┌─ DATA IN THIS EXERCISE
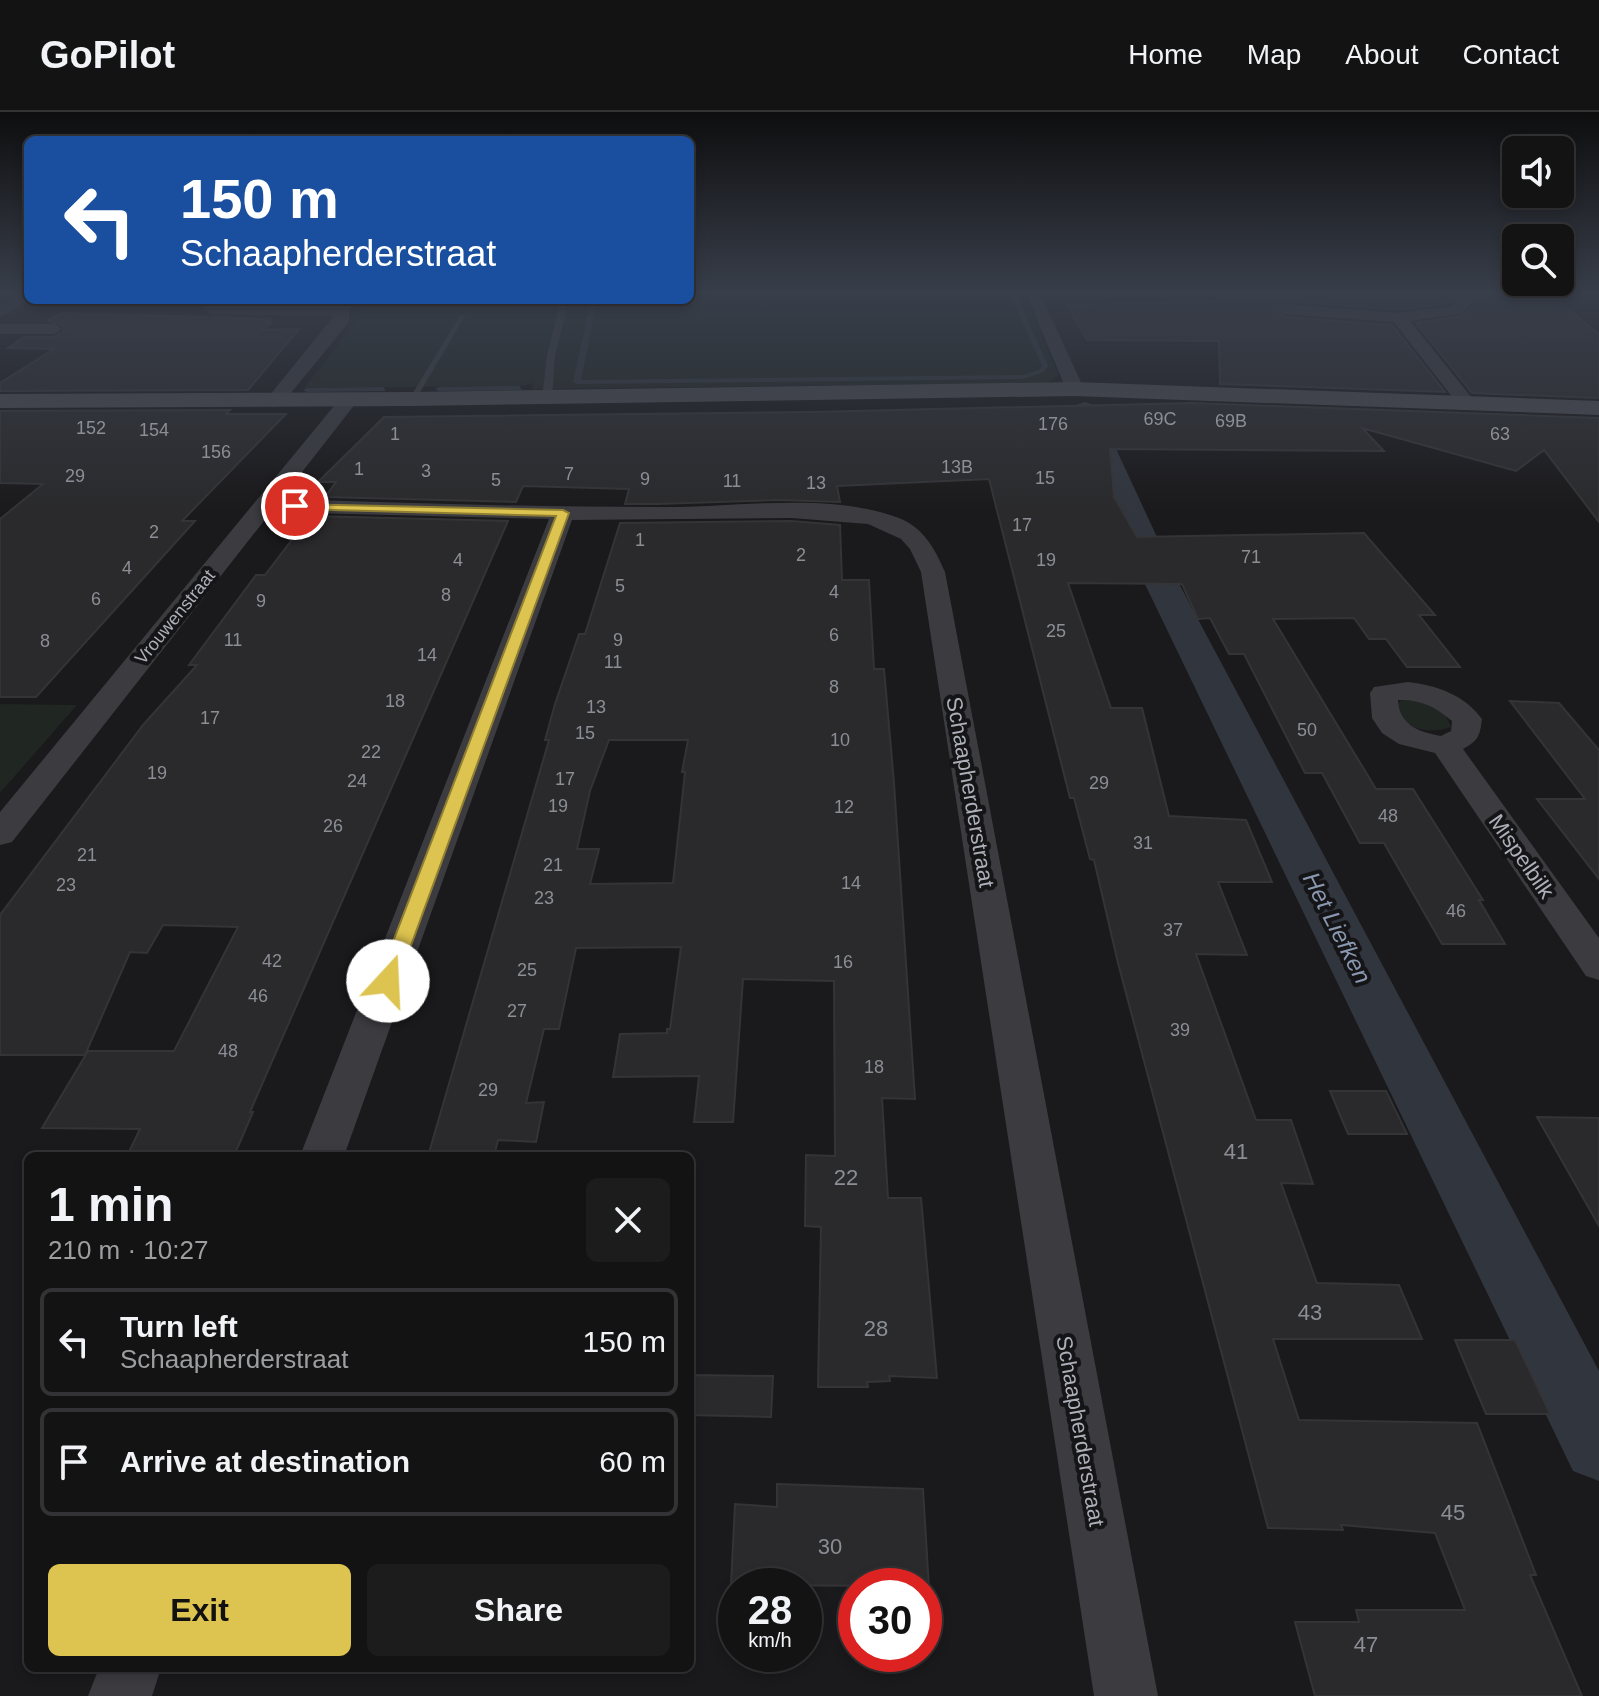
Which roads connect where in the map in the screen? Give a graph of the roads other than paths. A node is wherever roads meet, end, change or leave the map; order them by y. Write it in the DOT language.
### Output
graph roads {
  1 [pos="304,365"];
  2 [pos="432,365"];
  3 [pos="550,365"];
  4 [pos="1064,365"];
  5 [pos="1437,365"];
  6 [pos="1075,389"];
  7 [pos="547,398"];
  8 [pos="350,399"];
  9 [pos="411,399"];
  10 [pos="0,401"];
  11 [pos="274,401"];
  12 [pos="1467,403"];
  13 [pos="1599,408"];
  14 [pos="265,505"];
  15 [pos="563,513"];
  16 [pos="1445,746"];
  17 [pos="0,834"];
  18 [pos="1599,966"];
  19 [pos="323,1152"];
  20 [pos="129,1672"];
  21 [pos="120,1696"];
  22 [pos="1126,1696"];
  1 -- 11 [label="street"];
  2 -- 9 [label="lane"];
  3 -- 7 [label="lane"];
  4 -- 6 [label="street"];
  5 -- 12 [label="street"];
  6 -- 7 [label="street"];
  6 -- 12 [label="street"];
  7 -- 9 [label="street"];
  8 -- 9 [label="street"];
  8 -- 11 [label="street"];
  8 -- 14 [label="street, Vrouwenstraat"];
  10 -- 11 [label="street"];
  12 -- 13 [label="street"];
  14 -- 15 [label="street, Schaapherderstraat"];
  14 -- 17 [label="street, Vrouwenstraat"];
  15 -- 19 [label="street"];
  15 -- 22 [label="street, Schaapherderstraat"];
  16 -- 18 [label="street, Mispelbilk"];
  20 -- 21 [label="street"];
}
└─
*PROBLEM TO WORK ON*:
Without carrying over any picture, write out the entries above once more, exactly.

*EXERCISE RESPONSE*:
Which roads connect where in the map in the screen? Give a graph of the roads other than paths. A node is wherever roads meet, end, change or leave the map; order them by y. Write it in the DOT language.
### Output
graph roads {
  1 [pos="304,365"];
  2 [pos="432,365"];
  3 [pos="550,365"];
  4 [pos="1064,365"];
  5 [pos="1437,365"];
  6 [pos="1075,389"];
  7 [pos="547,398"];
  8 [pos="350,399"];
  9 [pos="411,399"];
  10 [pos="0,401"];
  11 [pos="274,401"];
  12 [pos="1467,403"];
  13 [pos="1599,408"];
  14 [pos="265,505"];
  15 [pos="563,513"];
  16 [pos="1445,746"];
  17 [pos="0,834"];
  18 [pos="1599,966"];
  19 [pos="323,1152"];
  20 [pos="129,1672"];
  21 [pos="120,1696"];
  22 [pos="1126,1696"];
  1 -- 11 [label="street"];
  2 -- 9 [label="lane"];
  3 -- 7 [label="lane"];
  4 -- 6 [label="street"];
  5 -- 12 [label="street"];
  6 -- 7 [label="street"];
  6 -- 12 [label="street"];
  7 -- 9 [label="street"];
  8 -- 9 [label="street"];
  8 -- 11 [label="street"];
  8 -- 14 [label="street, Vrouwenstraat"];
  10 -- 11 [label="street"];
  12 -- 13 [label="street"];
  14 -- 15 [label="street, Schaapherderstraat"];
  14 -- 17 [label="street, Vrouwenstraat"];
  15 -- 19 [label="street"];
  15 -- 22 [label="street, Schaapherderstraat"];
  16 -- 18 [label="street, Mispelbilk"];
  20 -- 21 [label="street"];
}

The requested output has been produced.